Итак, мы обнаруживаем эту реципрокность перспектив, перенесенную в план механической цивилизации, где человек и мир зеркально отражаются друг в друге, и она единственная, как нам показалось, способна учесть свойства и возможности дикой мысли. Экзотический наблюдатель несомненно посчитал бы, что автомобильное движение в центре большого города или на шоссе превосходит человеческие возможности; и оно их действительно превосходит — в том, что оно сталкивает лицом к лицу не людей, не природные законы, а системы природных сил, очеловеченных интенциями водителей, и людей, трансформированных посредством физической энергии в природные силы, медиаторами которых они сами становятся. Речь идет уже не о действии какого-либо агента на инертный объект и не об обратном действии объекта, выдвинутого на роль агента, на субъект, который оказался бы обобранным, без какого бы то ни было возмещения, к выгоде объекта — то есть не о ситуациях, включающих с той или с другой стороны определенную долю пассивности. Сопоставляемые существа противостоят друг другу одновременно и как субъекты, и как объекты; и простое изменение в том коде, который они используют, в разделяющем их расстоянии имеет силу бессловесного заклинания.

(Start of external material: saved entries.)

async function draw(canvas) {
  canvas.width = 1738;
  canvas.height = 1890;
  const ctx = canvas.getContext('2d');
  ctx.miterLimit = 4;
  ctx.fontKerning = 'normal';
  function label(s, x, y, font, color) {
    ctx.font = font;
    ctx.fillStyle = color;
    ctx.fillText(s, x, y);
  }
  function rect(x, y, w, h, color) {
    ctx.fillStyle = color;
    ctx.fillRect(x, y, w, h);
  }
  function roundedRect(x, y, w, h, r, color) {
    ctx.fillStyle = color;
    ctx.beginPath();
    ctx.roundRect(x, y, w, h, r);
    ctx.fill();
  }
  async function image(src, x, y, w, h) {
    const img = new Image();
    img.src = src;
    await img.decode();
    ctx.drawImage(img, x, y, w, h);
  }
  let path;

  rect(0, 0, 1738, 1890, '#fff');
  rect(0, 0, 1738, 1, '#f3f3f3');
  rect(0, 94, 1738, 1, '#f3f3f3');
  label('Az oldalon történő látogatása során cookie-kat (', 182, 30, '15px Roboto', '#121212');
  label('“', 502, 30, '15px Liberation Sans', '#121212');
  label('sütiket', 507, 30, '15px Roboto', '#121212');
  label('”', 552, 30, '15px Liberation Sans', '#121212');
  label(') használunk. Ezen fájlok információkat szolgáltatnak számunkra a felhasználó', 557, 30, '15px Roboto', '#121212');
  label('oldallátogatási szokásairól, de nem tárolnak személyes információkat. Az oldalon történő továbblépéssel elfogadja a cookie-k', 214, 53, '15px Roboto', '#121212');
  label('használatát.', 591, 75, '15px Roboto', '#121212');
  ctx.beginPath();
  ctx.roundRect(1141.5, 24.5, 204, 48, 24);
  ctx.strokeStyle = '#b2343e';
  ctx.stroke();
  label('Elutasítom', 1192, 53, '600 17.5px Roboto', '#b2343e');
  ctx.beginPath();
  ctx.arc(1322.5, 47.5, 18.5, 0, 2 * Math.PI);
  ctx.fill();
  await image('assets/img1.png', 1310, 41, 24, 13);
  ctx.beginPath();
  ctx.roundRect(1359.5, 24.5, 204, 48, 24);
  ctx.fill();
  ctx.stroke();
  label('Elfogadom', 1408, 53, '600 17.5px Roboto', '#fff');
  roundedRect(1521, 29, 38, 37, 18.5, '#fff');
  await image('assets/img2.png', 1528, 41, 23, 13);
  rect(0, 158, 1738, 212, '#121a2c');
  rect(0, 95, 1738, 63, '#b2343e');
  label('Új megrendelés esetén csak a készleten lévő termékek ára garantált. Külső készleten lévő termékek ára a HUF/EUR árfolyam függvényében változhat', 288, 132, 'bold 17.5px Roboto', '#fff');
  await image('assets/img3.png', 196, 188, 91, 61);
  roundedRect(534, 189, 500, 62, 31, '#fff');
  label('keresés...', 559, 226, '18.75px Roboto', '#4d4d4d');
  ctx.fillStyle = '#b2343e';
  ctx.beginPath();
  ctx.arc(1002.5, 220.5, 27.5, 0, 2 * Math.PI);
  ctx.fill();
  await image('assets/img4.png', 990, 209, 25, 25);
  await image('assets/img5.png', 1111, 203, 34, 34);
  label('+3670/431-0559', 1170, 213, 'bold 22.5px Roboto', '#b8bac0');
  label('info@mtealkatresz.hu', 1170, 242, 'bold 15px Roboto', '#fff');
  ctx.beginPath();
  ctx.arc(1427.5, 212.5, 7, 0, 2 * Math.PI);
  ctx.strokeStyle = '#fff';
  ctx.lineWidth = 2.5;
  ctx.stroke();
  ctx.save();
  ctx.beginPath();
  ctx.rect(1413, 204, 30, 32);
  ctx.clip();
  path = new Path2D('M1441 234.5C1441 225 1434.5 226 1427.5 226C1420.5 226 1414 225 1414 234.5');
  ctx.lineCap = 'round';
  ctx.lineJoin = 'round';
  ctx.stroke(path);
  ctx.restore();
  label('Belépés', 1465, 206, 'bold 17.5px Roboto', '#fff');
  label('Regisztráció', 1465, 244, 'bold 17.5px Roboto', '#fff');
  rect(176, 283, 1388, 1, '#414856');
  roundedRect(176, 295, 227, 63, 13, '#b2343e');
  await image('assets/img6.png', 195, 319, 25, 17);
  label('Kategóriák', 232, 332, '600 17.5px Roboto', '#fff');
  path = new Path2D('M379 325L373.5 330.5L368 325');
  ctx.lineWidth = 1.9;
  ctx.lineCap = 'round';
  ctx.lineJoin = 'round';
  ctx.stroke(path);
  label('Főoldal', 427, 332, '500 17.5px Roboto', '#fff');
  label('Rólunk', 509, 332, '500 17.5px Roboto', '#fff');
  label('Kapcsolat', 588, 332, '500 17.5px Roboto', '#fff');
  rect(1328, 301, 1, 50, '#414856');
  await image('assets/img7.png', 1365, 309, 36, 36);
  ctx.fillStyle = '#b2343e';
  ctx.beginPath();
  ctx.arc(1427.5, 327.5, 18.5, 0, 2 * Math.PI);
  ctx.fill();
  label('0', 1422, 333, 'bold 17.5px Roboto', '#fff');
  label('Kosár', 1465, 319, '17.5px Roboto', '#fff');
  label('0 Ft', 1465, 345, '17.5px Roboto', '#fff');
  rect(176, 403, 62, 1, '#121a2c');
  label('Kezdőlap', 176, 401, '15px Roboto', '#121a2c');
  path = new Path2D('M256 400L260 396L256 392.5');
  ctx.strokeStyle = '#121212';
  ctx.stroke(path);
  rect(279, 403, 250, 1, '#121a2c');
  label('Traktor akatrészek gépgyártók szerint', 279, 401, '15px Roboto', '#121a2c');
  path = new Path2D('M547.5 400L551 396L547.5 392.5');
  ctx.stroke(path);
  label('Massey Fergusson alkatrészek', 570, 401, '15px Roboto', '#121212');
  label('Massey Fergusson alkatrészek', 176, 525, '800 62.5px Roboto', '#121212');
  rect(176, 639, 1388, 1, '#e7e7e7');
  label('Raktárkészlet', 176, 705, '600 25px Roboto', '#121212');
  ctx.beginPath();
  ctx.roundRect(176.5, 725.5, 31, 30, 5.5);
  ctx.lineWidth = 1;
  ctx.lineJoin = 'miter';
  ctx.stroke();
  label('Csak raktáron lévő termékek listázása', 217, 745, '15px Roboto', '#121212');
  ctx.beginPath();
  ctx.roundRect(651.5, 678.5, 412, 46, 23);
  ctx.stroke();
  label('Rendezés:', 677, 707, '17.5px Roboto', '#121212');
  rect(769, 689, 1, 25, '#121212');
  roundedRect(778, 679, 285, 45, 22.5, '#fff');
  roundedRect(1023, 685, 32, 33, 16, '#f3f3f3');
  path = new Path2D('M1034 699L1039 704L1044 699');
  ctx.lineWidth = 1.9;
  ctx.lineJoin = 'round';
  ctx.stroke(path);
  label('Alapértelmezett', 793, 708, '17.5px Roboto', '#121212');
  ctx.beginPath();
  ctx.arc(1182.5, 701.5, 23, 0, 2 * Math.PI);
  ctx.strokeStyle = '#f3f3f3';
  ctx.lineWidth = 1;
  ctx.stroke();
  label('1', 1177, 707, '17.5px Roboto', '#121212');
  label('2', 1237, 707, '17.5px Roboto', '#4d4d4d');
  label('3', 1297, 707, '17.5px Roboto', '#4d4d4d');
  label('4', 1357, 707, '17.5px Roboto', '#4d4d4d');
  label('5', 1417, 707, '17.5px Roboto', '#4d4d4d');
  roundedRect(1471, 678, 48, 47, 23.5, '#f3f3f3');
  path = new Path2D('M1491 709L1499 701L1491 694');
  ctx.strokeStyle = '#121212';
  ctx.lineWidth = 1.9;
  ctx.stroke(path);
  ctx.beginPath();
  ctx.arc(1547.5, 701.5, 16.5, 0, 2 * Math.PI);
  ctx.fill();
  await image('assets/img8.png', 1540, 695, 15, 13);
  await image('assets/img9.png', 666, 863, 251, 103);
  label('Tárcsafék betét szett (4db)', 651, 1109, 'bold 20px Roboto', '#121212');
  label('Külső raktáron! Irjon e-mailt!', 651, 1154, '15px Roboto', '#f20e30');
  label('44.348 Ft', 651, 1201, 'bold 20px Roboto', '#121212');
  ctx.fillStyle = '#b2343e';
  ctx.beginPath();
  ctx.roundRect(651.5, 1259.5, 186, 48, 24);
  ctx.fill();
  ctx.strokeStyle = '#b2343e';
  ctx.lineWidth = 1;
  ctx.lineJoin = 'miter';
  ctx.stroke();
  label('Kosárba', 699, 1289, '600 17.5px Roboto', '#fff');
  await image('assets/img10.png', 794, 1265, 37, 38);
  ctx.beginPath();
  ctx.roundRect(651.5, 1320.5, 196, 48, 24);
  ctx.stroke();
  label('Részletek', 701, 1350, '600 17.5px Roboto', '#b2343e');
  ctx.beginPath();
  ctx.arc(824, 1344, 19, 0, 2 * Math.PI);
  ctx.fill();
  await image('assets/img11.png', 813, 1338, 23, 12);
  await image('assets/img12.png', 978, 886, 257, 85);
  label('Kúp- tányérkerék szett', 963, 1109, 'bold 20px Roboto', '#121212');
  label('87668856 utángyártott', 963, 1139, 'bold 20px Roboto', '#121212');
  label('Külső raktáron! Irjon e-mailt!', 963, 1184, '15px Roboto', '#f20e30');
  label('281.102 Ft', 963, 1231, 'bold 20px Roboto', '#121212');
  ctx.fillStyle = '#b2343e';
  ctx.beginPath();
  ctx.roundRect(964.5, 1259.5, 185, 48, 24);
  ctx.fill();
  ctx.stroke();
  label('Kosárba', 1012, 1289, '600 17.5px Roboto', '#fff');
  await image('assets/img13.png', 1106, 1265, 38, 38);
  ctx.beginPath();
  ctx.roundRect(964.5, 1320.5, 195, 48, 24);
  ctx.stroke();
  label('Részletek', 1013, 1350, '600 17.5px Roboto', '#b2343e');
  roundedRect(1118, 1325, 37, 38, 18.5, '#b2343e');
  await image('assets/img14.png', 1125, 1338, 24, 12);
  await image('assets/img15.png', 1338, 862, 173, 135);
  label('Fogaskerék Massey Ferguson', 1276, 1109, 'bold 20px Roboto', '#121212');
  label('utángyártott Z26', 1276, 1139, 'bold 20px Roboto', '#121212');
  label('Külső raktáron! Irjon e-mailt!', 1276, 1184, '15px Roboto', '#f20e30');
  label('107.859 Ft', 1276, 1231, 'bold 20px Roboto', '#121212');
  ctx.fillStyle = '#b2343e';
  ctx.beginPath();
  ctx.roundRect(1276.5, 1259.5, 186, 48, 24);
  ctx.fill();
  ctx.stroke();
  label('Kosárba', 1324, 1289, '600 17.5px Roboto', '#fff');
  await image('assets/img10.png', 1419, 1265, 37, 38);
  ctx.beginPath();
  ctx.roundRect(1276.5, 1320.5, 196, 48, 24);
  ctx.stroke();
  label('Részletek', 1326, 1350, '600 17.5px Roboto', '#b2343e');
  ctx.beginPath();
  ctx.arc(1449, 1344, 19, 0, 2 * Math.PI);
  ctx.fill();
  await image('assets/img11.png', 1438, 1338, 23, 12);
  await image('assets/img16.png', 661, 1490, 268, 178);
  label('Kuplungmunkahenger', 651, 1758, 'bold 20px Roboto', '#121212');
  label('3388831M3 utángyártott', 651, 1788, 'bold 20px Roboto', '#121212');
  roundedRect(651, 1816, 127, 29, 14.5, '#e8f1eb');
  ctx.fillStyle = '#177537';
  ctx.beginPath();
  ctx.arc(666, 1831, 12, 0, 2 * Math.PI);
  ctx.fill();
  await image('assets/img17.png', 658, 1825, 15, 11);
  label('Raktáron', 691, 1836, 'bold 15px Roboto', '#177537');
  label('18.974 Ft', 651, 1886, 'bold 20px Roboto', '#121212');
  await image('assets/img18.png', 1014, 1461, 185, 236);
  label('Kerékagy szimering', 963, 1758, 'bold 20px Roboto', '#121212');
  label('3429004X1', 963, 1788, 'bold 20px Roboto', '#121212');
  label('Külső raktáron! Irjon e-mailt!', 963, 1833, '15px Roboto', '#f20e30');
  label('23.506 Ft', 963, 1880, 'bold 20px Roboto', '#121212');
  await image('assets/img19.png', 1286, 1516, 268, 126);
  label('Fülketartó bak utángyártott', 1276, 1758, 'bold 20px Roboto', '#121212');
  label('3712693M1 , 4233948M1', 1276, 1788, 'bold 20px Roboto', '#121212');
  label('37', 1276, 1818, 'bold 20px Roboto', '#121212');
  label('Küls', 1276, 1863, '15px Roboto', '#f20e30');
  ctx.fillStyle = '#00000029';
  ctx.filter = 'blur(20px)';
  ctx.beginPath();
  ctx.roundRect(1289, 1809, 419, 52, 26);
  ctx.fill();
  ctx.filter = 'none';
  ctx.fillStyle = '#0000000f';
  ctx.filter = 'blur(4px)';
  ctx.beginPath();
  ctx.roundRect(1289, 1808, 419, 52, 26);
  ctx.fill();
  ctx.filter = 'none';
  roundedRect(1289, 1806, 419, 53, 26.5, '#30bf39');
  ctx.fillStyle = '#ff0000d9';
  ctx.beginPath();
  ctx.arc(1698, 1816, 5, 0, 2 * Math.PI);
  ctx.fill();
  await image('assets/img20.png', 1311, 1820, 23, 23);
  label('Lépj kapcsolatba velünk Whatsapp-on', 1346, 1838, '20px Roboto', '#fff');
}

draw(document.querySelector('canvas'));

* * *Теперь нам понятно, что внимательное и скрупулезное наблюдение, всецело обращенное к конкретному, находит в символизме одновременно и свой принцип, и свое завершение. Дикая мысль не различает момент наблюдения и момент интерпретации, как и мы, наблюдая, не фиксируем сперва знаки, исходящие от собеседника, чтобы затем попытаться их понять: он говорит, и ощутимая нами эмиссия приносит с собой и свое значение. Так и артикулированная речь разбивается на элементы, каждый из которых является не знаком, а средством знака — отличительной единицей, которую нельзя заместить другой без изменения значения и которая сама может быть лишена признаков этого значения, выражаемых ею в присоединении к другим единицам либо в противопоставлении себя им.